A report by the cross-party Commons health committee says a consensus is needed for a long-term strategy to be drawn up concerning those needing care. The Social Care report, which took evidence from a range of experts including ISER’s Steve Pudney and co-researcher Ruth Hancock from the University of East Anglia, calls for a start on planning of a National Care Service, whether funded by tax or an insurance scheme.
The committee said a failure to reach a consensus on delivering reforms would “betray current and future generations”.
All the main parties are looking at ways to end the complex series of rules and local assessments that decide if someone gets funding for their care in old age or must spend their own savings, which in some cases involves a person selling their home.
The report was critical of the government’s Personal Care at Home Bill.The bill, which is currently going through Parliament, was announced by Gordon Brown at Labour’s conference last autumn in the middle of a consultation period on wider reforms to set up a National Care Service. It also described as “policy-making on the hoof” an unexpected pledge by the prime minister that 400,000 people would get free care at home – a measure that would be introduced before the wider reforms being considered.
It said there was a strong argument for reform of the current system, which “provides a safety net service rather than a universal one, is chronically underfunded and is insufficiently focused on the needs and aspirations of individual people”.

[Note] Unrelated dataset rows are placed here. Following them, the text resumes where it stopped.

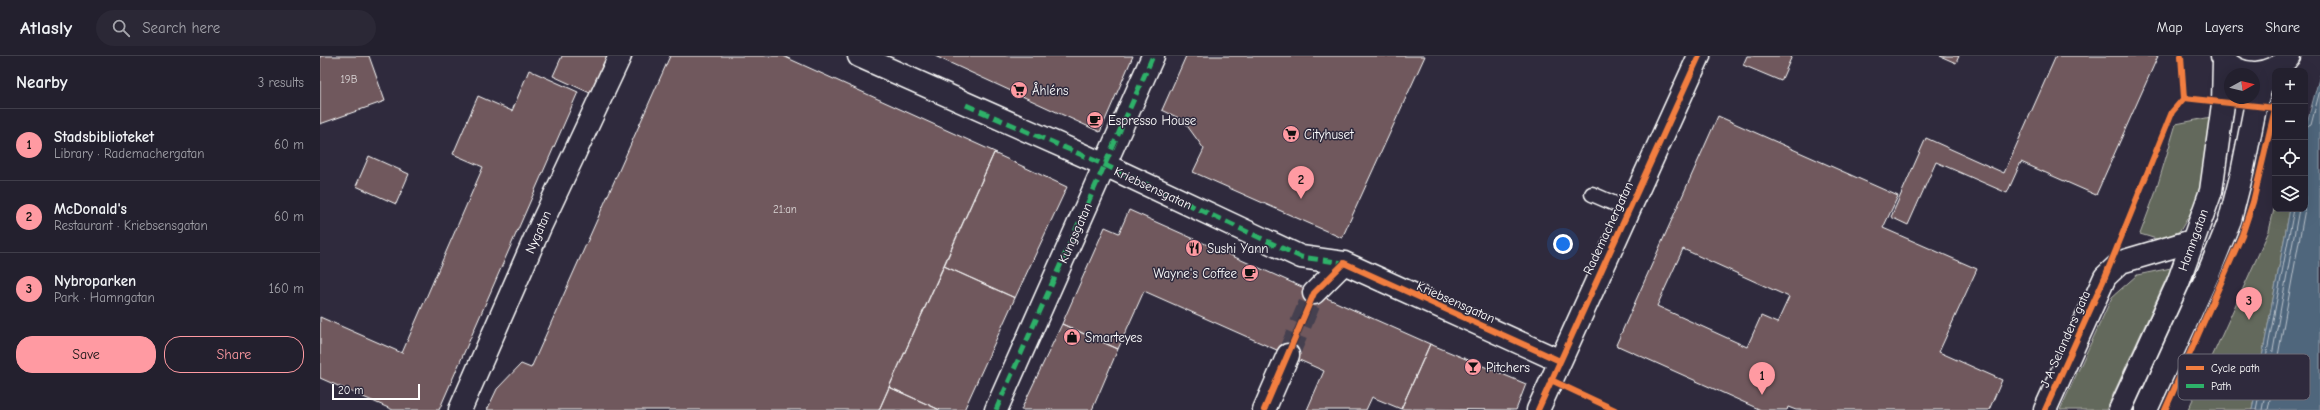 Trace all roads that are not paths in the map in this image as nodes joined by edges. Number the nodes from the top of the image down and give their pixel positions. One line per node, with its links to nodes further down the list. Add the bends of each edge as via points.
1 (620, 56): 15 (street, Nygatan, via 540,227)
2 (859, 56): 7 (street, Kriebsensgatan)
3 (1153, 56): 7 (street, Kungsgatan)
4 (1699, 56): 9 (street, Rademachergatan)
5 (2223, 58): 6 (street, via 2235,68 2248,73 2261,73); 10 (street, Hamngatan, via 2223,104 2211,191)
6 (2281, 63): 21 (street, Hamngatan, via 2261,86 2230,220)
7 (1104, 165): 11 (street, Kriebsensgatan, via 1301,257); 16 (street, Kungsgatan)
8 (1592, 194): 9 (lane)
9 (1629, 210): 14 (street, Rademachergatan)
10 (2192, 241): 19 (street, J A Selanders gata, via 2121,262 2105,277); 20 (street, Hamngatan, via 2178,283)
11 (1344, 263): 12 (street); 14 (street, Kriebsensgatan)
12 (1314, 292)
13 (1288, 355): 17 (street)
14 (1560, 361): 18 (street, Rademachergatan)
15 (460, 410)
16 (996, 410)
17 (1264, 410)
18 (1538, 410)
19 (2045, 410)
20 (2120, 410)
21 (2146, 410) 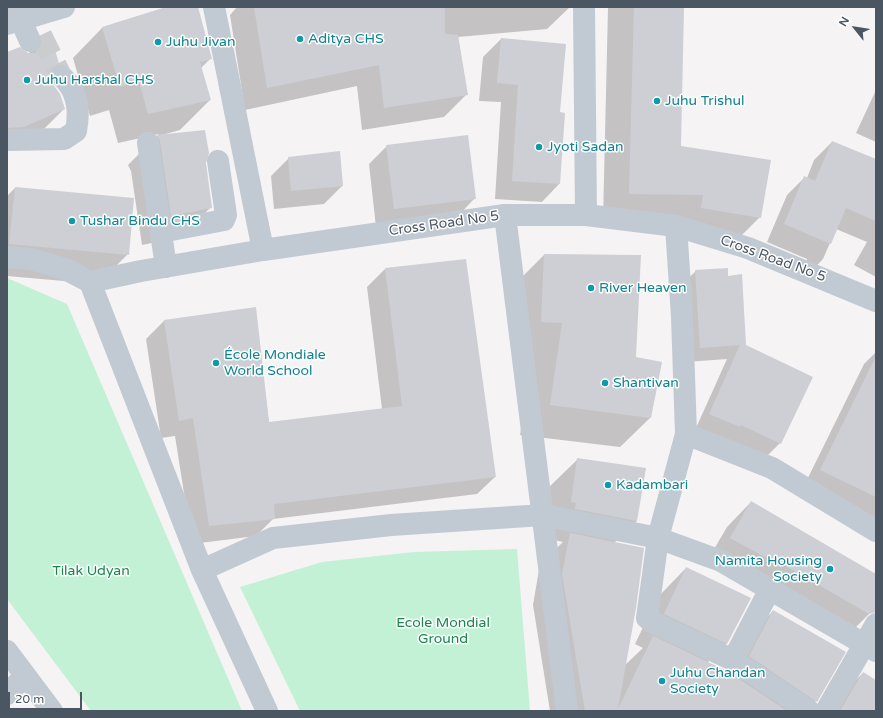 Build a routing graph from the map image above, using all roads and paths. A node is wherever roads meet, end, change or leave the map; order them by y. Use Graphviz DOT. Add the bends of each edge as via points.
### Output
graph roads {
  1 [pos="64,7"];
  2 [pos="214,7"];
  3 [pos="584,7"];
  4 [pos="24,24"];
  5 [pos="57,76"];
  6 [pos="7,140"];
  7 [pos="148,143"];
  8 [pos="221,161"];
  9 [pos="505,215"];
  10 [pos="586,215"];
  11 [pos="676,226"];
  12 [pos="161,232"];
  13 [pos="263,250"];
  14 [pos="7,257"];
  15 [pos="166,267"];
  16 [pos="90,282"];
  17 [pos="876,300"];
  18 [pos="686,434"];
  19 [pos="543,515"];
  20 [pos="876,530"];
  21 [pos="658,538"];
  22 [pos="202,570"];
  23 [pos="770,589"];
  24 [pos="876,624"];
  25 [pos="871,648"];
  26 [pos="7,651"];
  27 [pos="733,660"];
  28 [pos="26,676"];
  29 [pos="7,694"];
  30 [pos="52,711"];
  31 [pos="267,711"];
  32 [pos="567,711"];
  33 [pos="809,711"];
  34 [pos="826,711"];
  1 -- 4 [label="street"];
  2 -- 13 [label="street"];
  3 -- 10 [label="street"];
  5 -- 6 [label="street" via="73,88 76,96 76,130 64,139"];
  7 -- 12 [label="street"];
  8 -- 12 [label="street" via="226,215 224,220"];
  9 -- 10 [label="street, Cross Road No 5"];
  9 -- 13 [label="street, Cross Road No 5"];
  9 -- 19 [label="street"];
  10 -- 11 [label="street, Cross Road No 5"];
  11 -- 17 [label="street, Cross Road No 5" via="748,248"];
  11 -- 18 [label="street"];
  12 -- 15 [label="street"];
  13 -- 15 [label="street, Cross Road No 5"];
  14 -- 16 [label="street" via="31,259 65,269"];
  15 -- 16 [label="street, Cross Road No 5"];
  16 -- 22 [label="street"];
  18 -- 20 [label="street" via="772,468"];
  18 -- 21 [label="street"];
  19 -- 21 [label="street"];
  19 -- 22 [label="street" via="391,525 273,538"];
  19 -- 32 [label="street"];
  21 -- 23 [label="street" via="721,561"];
  21 -- 27 [label="street" via="647,615 649,621"];
  22 -- 31 [label="street"];
  23 -- 25 [label="street"];
  23 -- 27 [label="street"];
  24 -- 25 [label="street"];
  25 -- 34 [label="street"];
  26 -- 28 [label="street"];
  27 -- 33 [label="street"];
  28 -- 29 [label="street"];
  28 -- 30 [label="street"];
} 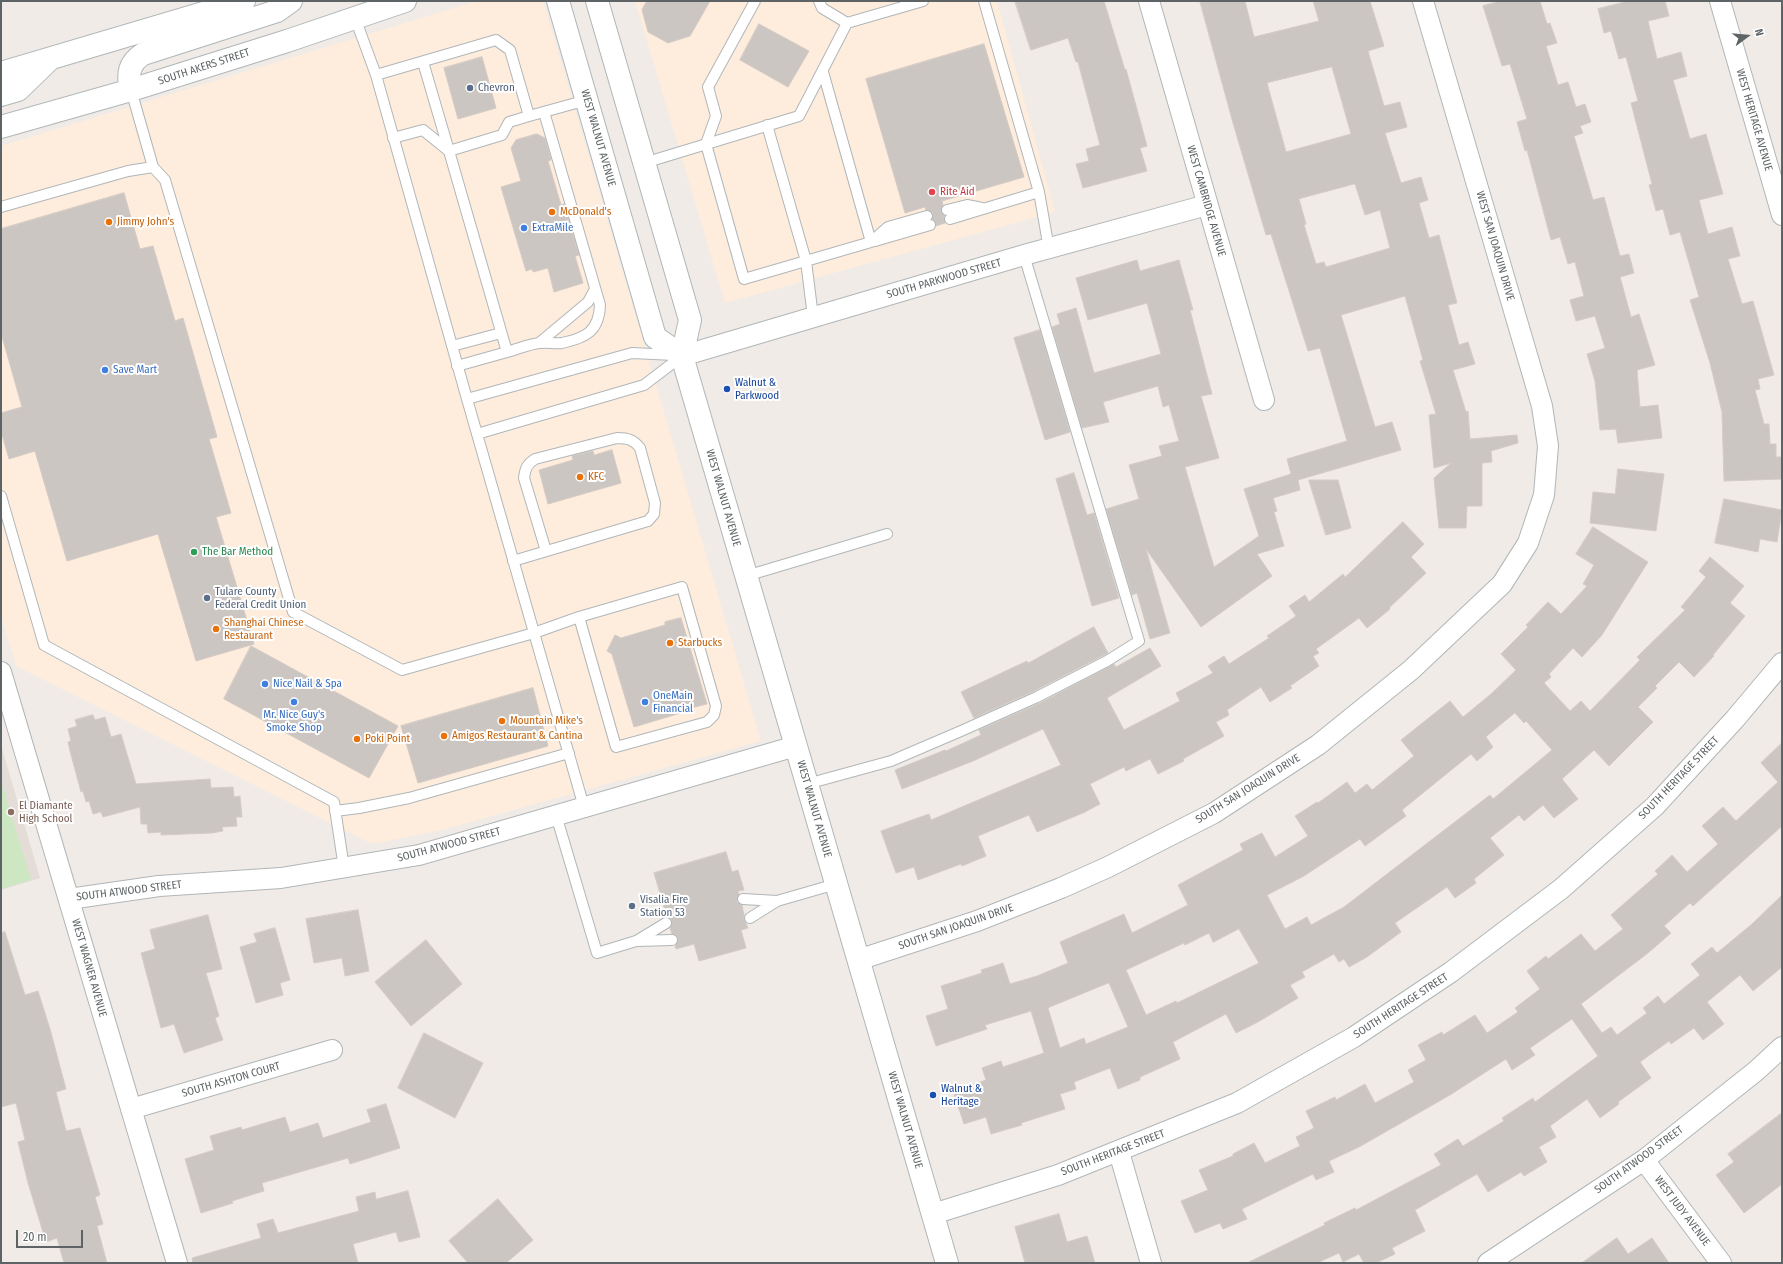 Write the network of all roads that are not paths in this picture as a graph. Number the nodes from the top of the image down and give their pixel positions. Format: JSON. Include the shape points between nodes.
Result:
{"nodes":[{"id":1,"x":244,"y":1,"type":"edge"},
{"id":2,"x":291,"y":1,"type":"edge"},
{"id":3,"x":405,"y":1,"type":"edge"},
{"id":4,"x":558,"y":1,"type":"edge"},
{"id":5,"x":597,"y":1,"type":"edge"},
{"id":6,"x":755,"y":1,"type":"edge"},
{"id":7,"x":819,"y":1,"type":"edge"},
{"id":8,"x":984,"y":1,"type":"edge"},
{"id":9,"x":1149,"y":1,"type":"edge"},
{"id":10,"x":1423,"y":1,"type":"edge"},
{"id":11,"x":1720,"y":1,"type":"edge"},
{"id":12,"x":919,"y":2,"type":"edge"},
{"id":13,"x":355,"y":18,"type":"junction"},
{"id":14,"x":847,"y":23,"type":"junction"},
{"id":15,"x":52,"y":58,"type":"junction"},
{"id":16,"x":423,"y":62,"type":"junction"},
{"id":17,"x":823,"y":72,"type":"junction"},
{"id":18,"x":1,"y":73,"type":"edge"},
{"id":19,"x":376,"y":75,"type":"junction"},
{"id":20,"x":131,"y":90,"type":"junction"},
{"id":21,"x":1,"y":95,"type":"edge"},
{"id":22,"x":587,"y":100,"type":"junction"},
{"id":23,"x":544,"y":112,"type":"junction"},
{"id":24,"x":529,"y":116,"type":"junction"},
{"id":25,"x":767,"y":125,"type":"junction"},
{"id":26,"x":1,"y":127,"type":"edge"},
{"id":27,"x":393,"y":138,"type":"junction"},
{"id":28,"x":706,"y":144,"type":"junction"},
{"id":29,"x":449,"y":151,"type":"junction"},
{"id":30,"x":644,"y":163,"type":"junction"},
{"id":31,"x":153,"y":167,"type":"junction"},
{"id":32,"x":1039,"y":192,"type":"junction"},
{"id":33,"x":1207,"y":205,"type":"junction"},
{"id":34,"x":1,"y":207,"type":"edge"},
{"id":35,"x":949,"y":214,"type":"dead end"},
{"id":36,"x":1782,"y":215,"type":"edge"},
{"id":37,"x":928,"y":220,"type":"dead end"},
{"id":38,"x":871,"y":242,"type":"junction"},
{"id":39,"x":1049,"y":249,"type":"junction"},
{"id":40,"x":1024,"y":255,"type":"junction"},
{"id":41,"x":806,"y":261,"type":"junction"},
{"id":42,"x":595,"y":289,"type":"junction"},
{"id":43,"x":813,"y":317,"type":"junction"},
{"id":44,"x":501,"y":332,"type":"junction"},
{"id":45,"x":539,"y":343,"type":"junction"},
{"id":46,"x":452,"y":346,"type":"junction"},
{"id":47,"x":507,"y":352,"type":"junction"},
{"id":48,"x":682,"y":356,"type":"junction"},
{"id":49,"x":457,"y":366,"type":"junction"},
{"id":50,"x":467,"y":399,"type":"junction"},
{"id":51,"x":1264,"y":400,"type":"dead end"},
{"id":52,"x":477,"y":434,"type":"junction"},
{"id":53,"x":1544,"y":495,"type":"joint"},
{"id":54,"x":1,"y":496,"type":"edge"},
{"id":55,"x":887,"y":534,"type":"dead end"},
{"id":56,"x":546,"y":551,"type":"junction"},
{"id":57,"x":513,"y":561,"type":"junction"},
{"id":58,"x":746,"y":576,"type":"junction"},
{"id":59,"x":579,"y":617,"type":"junction"},
{"id":60,"x":534,"y":633,"type":"junction"},
{"id":61,"x":1782,"y":663,"type":"edge"},
{"id":62,"x":1,"y":672,"type":"edge"},
{"id":63,"x":796,"y":746,"type":"junction"},
{"id":64,"x":569,"y":753,"type":"junction"},
{"id":65,"x":807,"y":784,"type":"junction"},
{"id":66,"x":584,"y":807,"type":"junction"},
{"id":67,"x":335,"y":811,"type":"junction"},
{"id":68,"x":556,"y":815,"type":"junction"},
{"id":69,"x":344,"y":868,"type":"junction"},
{"id":70,"x":836,"y":884,"type":"junction"},
{"id":71,"x":69,"y":899,"type":"junction"},
{"id":72,"x":743,"y":899,"type":"dead end"},
{"id":73,"x":777,"y":901,"type":"junction"},
{"id":74,"x":750,"y":918,"type":"dead end"},
{"id":75,"x":666,"y":923,"type":"dead end"},
{"id":76,"x":672,"y":940,"type":"dead end"},
{"id":77,"x":636,"y":941,"type":"junction"},
{"id":78,"x":858,"y":960,"type":"junction"},
{"id":79,"x":1782,"y":1047,"type":"edge"},
{"id":80,"x":332,"y":1050,"type":"dead end"},
{"id":81,"x":131,"y":1109,"type":"junction"},
{"id":82,"x":1119,"y":1152,"type":"junction"},
{"id":83,"x":1644,"y":1160,"type":"junction"},
{"id":84,"x":933,"y":1214,"type":"junction"},
{"id":85,"x":177,"y":1263,"type":"edge"},
{"id":86,"x":947,"y":1263,"type":"edge"},
{"id":87,"x":1151,"y":1263,"type":"edge"},
{"id":88,"x":1488,"y":1263,"type":"edge"},
{"id":89,"x":1721,"y":1263,"type":"edge"}],
"edges":[{"from":1,"to":15,"type":"main road"},
{"from":2,"to":20,"type":"main road","via":[[276,11],[143,54],[129,69]]},
{"from":3,"to":13,"type":"main road","name":"SOUTH AKERS STREET"},
{"from":4,"to":22,"type":"main road","name":"WEST WALNUT AVENUE"},
{"from":5,"to":30,"type":"main road","name":"WEST WALNUT AVENUE"},
{"from":6,"to":28,"type":"lane","via":[[708,87],[716,116]]},
{"from":7,"to":14,"type":"lane","via":[[822,8]]},
{"from":8,"to":32,"type":"lane"},
{"from":9,"to":33,"type":"street","name":"WEST CAMBRIDGE AVENUE"},
{"from":10,"to":53,"type":"street","name":"WEST SAN JOAQUIN DRIVE","via":[[1542,406],[1548,446]]},
{"from":11,"to":36,"type":"street","name":"WEST HERITAGE AVENUE"},
{"from":12,"to":14,"type":"lane"},
{"from":13,"to":19,"type":"lane"},
{"from":13,"to":20,"type":"main road","name":"SOUTH AKERS STREET"},
{"from":14,"to":17,"type":"lane"},
{"from":15,"to":18,"type":"main road"},
{"from":15,"to":21,"type":"main road","via":[[18,90]]},
{"from":16,"to":19,"type":"lane"},
{"from":16,"to":24,"type":"lane","via":[[496,40],[510,50]]},
{"from":16,"to":29,"type":"lane"},
{"from":17,"to":25,"type":"lane","via":[[799,116]]},
{"from":17,"to":38,"type":"lane"},
{"from":19,"to":27,"type":"lane"},
{"from":20,"to":26,"type":"main road","name":"SOUTH AKERS STREET"},
{"from":20,"to":31,"type":"lane"},
{"from":22,"to":23,"type":"lane"},
{"from":22,"to":48,"type":"main road","name":"WEST WALNUT AVENUE","via":[[655,337]]},
{"from":23,"to":24,"type":"lane"},
{"from":23,"to":42,"type":"lane"},
{"from":24,"to":29,"type":"lane","via":[[509,122],[502,135]]},
{"from":25,"to":28,"type":"lane"},
{"from":25,"to":41,"type":"lane"},
{"from":27,"to":29,"type":"lane","via":[[423,130]]},
{"from":27,"to":46,"type":"lane"},
{"from":28,"to":30,"type":"lane"},
{"from":28,"to":41,"type":"lane","via":[[744,279]]},
{"from":29,"to":44,"type":"lane"},
{"from":30,"to":48,"type":"main road","name":"WEST WALNUT AVENUE","via":[[690,320]]},
{"from":31,"to":34,"type":"lane","via":[[128,171]]},
{"from":31,"to":60,"type":"lane","via":[[165,180],[293,612],[402,670]]},
{"from":32,"to":35,"type":"lane","via":[[983,208]]},
{"from":32,"to":39,"type":"lane"},
{"from":33,"to":39,"type":"street","name":"SOUTH PARKWOOD STREET"},
{"from":33,"to":51,"type":"street","name":"WEST CAMBRIDGE AVENUE"},
{"from":37,"to":38,"type":"lane","via":[[888,228]]},
{"from":38,"to":41,"type":"lane"},
{"from":39,"to":40,"type":"street","name":"SOUTH PARKWOOD STREET"},
{"from":40,"to":43,"type":"street","name":"SOUTH PARKWOOD STREET"},
{"from":40,"to":65,"type":"lane","via":[[1139,641],[1107,661],[1037,697],[961,732],[891,760]]},
{"from":41,"to":43,"type":"lane"},
{"from":42,"to":45,"type":"lane","via":[[588,302]]},
{"from":42,"to":45,"type":"lane","via":[[600,305],[600,317],[588,334],[562,343]]},
{"from":43,"to":48,"type":"street","name":"SOUTH PARKWOOD STREET"},
{"from":44,"to":46,"type":"lane"},
{"from":44,"to":47,"type":"lane"},
{"from":45,"to":47,"type":"lane"},
{"from":46,"to":49,"type":"lane"},
{"from":47,"to":49,"type":"lane"},
{"from":48,"to":50,"type":"lane","via":[[632,353]]},
{"from":48,"to":52,"type":"lane","via":[[644,385]]},
{"from":48,"to":58,"type":"main road","name":"WEST WALNUT AVENUE"},
{"from":49,"to":50,"type":"lane"},
{"from":50,"to":52,"type":"lane"},
{"from":52,"to":57,"type":"lane"},
{"from":53,"to":78,"type":"street","name":"SOUTH SAN JOAQUIN DRIVE","via":[[1528,543],[1502,584],[1411,670],[1318,745],[1214,813],[1108,867],[977,921]]},
{"from":54,"to":67,"type":"lane","via":[[44,645],[334,802]]},
{"from":55,"to":58,"type":"lane"},
{"from":56,"to":56,"type":"lane","via":[[648,521],[654,514],[655,503],[640,448],[636,442],[628,438],[617,438],[529,462],[524,470],[524,478]]},
{"from":56,"to":57,"type":"lane"},
{"from":57,"to":60,"type":"lane"},
{"from":58,"to":63,"type":"main road","name":"WEST WALNUT AVENUE"},
{"from":59,"to":59,"type":"lane","via":[[682,587],[716,706],[714,715],[706,722],[616,747]]},
{"from":59,"to":60,"type":"lane"},
{"from":60,"to":64,"type":"lane"},
{"from":61,"to":82,"type":"street","name":"SOUTH HERITAGE STREET","via":[[1735,720],[1655,806],[1561,889],[1451,972],[1354,1037],[1237,1103]]},
{"from":62,"to":71,"type":"street","name":"WEST WAGNER AVENUE"},
{"from":63,"to":65,"type":"main road","name":"WEST WALNUT AVENUE"},
{"from":63,"to":66,"type":"street","name":"SOUTH ATWOOD STREET"},
{"from":64,"to":66,"type":"lane"},
{"from":64,"to":67,"type":"lane","via":[[409,798]]},
{"from":65,"to":70,"type":"main road","name":"WEST WALNUT AVENUE"},
{"from":66,"to":68,"type":"street","name":"SOUTH ATWOOD STREET"},
{"from":67,"to":69,"type":"lane"},
{"from":68,"to":69,"type":"street","name":"SOUTH ATWOOD STREET","via":[[419,855]]},
{"from":68,"to":77,"type":"lane","via":[[597,953]]},
{"from":69,"to":71,"type":"street","name":"SOUTH ATWOOD STREET","via":[[281,878],[159,886]]},
{"from":70,"to":73,"type":"lane"},
{"from":70,"to":78,"type":"main road","name":"WEST WALNUT AVENUE"},
{"from":71,"to":81,"type":"street","name":"WEST WAGNER AVENUE"},
{"from":72,"to":73,"type":"lane"},
{"from":73,"to":74,"type":"lane"},
{"from":75,"to":77,"type":"lane"},
{"from":76,"to":77,"type":"lane"},
{"from":78,"to":84,"type":"main road","name":"WEST WALNUT AVENUE"},
{"from":79,"to":83,"type":"street","name":"SOUTH ATWOOD STREET","via":[[1756,1071]]},
{"from":80,"to":81,"type":"street","name":"SOUTH ASHTON COURT"},
{"from":81,"to":85,"type":"street","name":"WEST WAGNER AVENUE"},
{"from":82,"to":84,"type":"street","name":"SOUTH HERITAGE STREET","via":[[1051,1177]]},
{"from":82,"to":87,"type":"street"},
{"from":83,"to":88,"type":"street","name":"SOUTH ATWOOD STREET"},
{"from":83,"to":89,"type":"street","name":"WEST JUDY AVENUE"},
{"from":84,"to":86,"type":"main road","name":"WEST WALNUT AVENUE"}]}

Despite claims by the Department of Health that some claimants were using benefits to fund cruises, the report cited research undertaken by Steve Pudney and Ruth Hancock that found that disability benefits were “a lifeline to many people, with significant needs and without great wealth, who often don’t receive help from the social
care system, enabling them to meet costs of daily living.” The researchers also found “no evidence” of significant numbers of people receiving the benefits without any accompanying health problem.
Steve Pudney said:
“We are extremely pleased that the Health Select Committee has noted evidence from our research on disability benefits for older people. The committee has drawn attention to our finding no evidence that Attendance Allowance is received by people without disabilities and that, despite AA not being means tested, people on low incomes are more likely to receive it than people with similar disabilities on higher incomes. In the context of Government proposals to withdraw AA in favour of putting the money into the social care system, the Committee has called on the Department of Health to publish any evidence it has that contradicts our findings.”